> Problem requirements
Where a line holds the word "points", copy it from the records.

> Source material

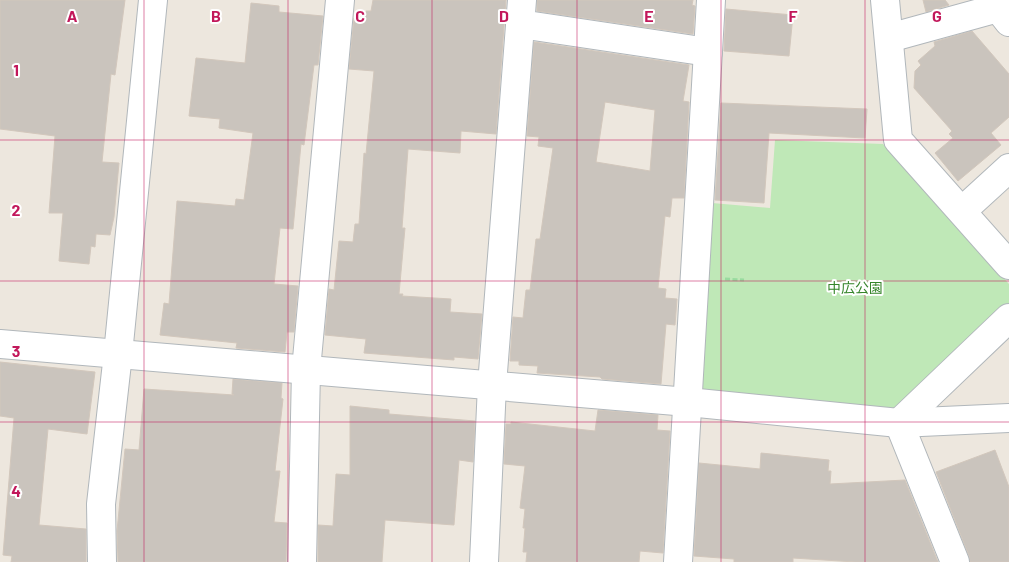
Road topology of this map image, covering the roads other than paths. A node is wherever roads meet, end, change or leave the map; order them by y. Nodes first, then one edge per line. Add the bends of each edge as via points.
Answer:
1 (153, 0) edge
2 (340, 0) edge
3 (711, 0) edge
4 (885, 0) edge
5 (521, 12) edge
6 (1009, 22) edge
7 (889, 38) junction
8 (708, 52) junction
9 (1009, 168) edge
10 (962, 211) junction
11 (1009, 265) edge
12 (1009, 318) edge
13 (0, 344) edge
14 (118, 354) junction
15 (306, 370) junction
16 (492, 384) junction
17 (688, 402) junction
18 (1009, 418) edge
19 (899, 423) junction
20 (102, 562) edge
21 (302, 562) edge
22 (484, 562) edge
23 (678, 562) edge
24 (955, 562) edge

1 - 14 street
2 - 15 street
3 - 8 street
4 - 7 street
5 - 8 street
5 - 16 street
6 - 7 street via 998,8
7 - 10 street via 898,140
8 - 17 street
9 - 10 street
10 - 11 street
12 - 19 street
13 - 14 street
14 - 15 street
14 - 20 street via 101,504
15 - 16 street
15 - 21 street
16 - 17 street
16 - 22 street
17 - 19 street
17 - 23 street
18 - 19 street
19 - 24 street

--

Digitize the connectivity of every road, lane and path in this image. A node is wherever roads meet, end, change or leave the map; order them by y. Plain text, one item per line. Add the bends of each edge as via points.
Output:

--

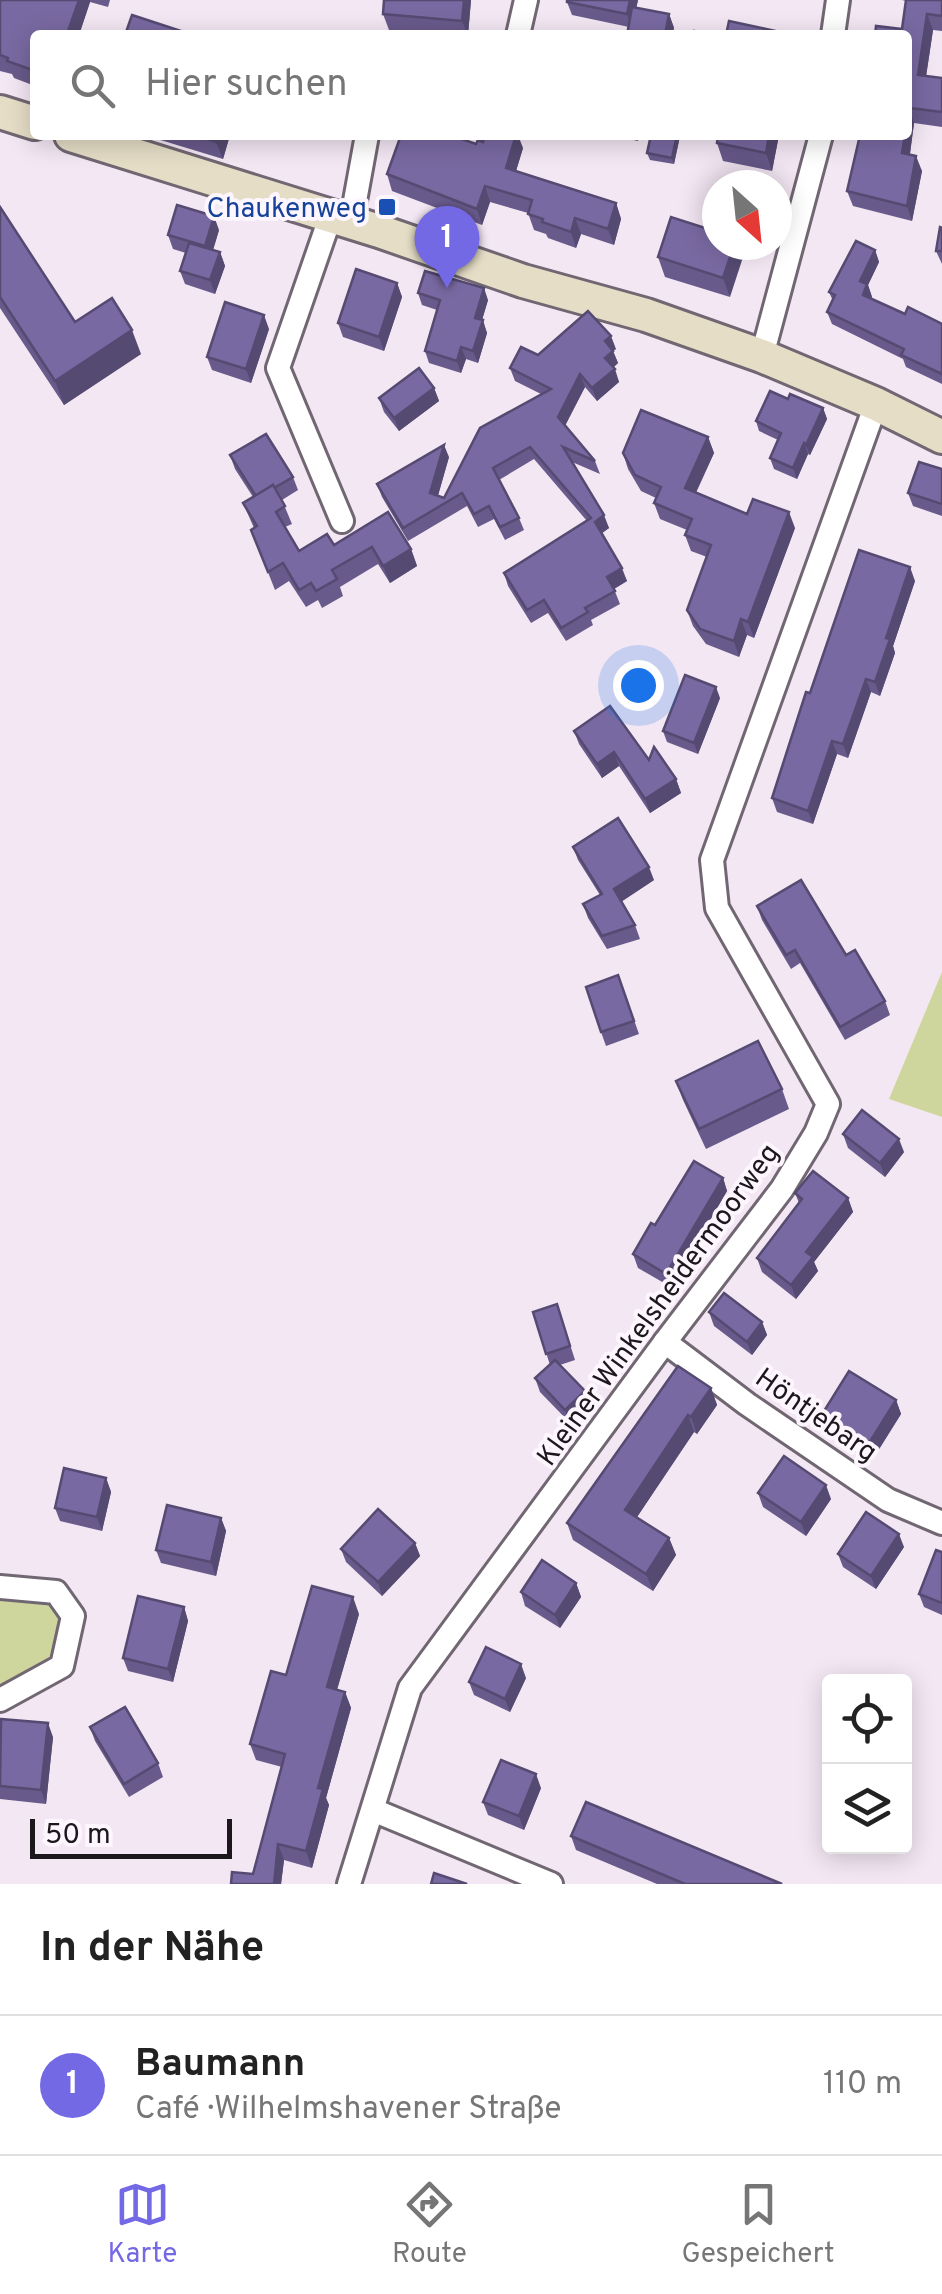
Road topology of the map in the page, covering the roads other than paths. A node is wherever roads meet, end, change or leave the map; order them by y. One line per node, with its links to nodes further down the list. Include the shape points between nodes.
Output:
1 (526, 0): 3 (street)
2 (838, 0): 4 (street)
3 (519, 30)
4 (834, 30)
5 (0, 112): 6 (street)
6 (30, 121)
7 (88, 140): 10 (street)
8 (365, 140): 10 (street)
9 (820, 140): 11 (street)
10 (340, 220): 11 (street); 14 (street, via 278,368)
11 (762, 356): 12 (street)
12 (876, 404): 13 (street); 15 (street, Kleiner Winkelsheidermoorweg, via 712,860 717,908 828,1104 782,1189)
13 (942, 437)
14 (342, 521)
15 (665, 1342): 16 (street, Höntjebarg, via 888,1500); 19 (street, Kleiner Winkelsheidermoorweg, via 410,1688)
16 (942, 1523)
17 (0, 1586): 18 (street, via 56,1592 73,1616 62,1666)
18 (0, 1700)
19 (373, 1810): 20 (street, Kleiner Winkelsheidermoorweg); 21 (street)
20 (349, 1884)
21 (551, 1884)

> Exercise solution
Road topology of this map image, covering the roads other than paths. A node is wherever roads meet, end, change or leave the map; order them by y. Nodes first, then one edge per line. Add the bends of each edge as via points.
Digitize the connectivity of every road, lane and path in this image. A node is wherever roads meet, end, change or leave the map; order them by y. Plain text, one item per line. Add the bends of each edge as via points.
Road topology of the map in the page, covering the roads other than paths. A node is wherever roads meet, end, change or leave the map; order them by y. One line per node, with its links to nodes further down the list. Include the shape points between nodes.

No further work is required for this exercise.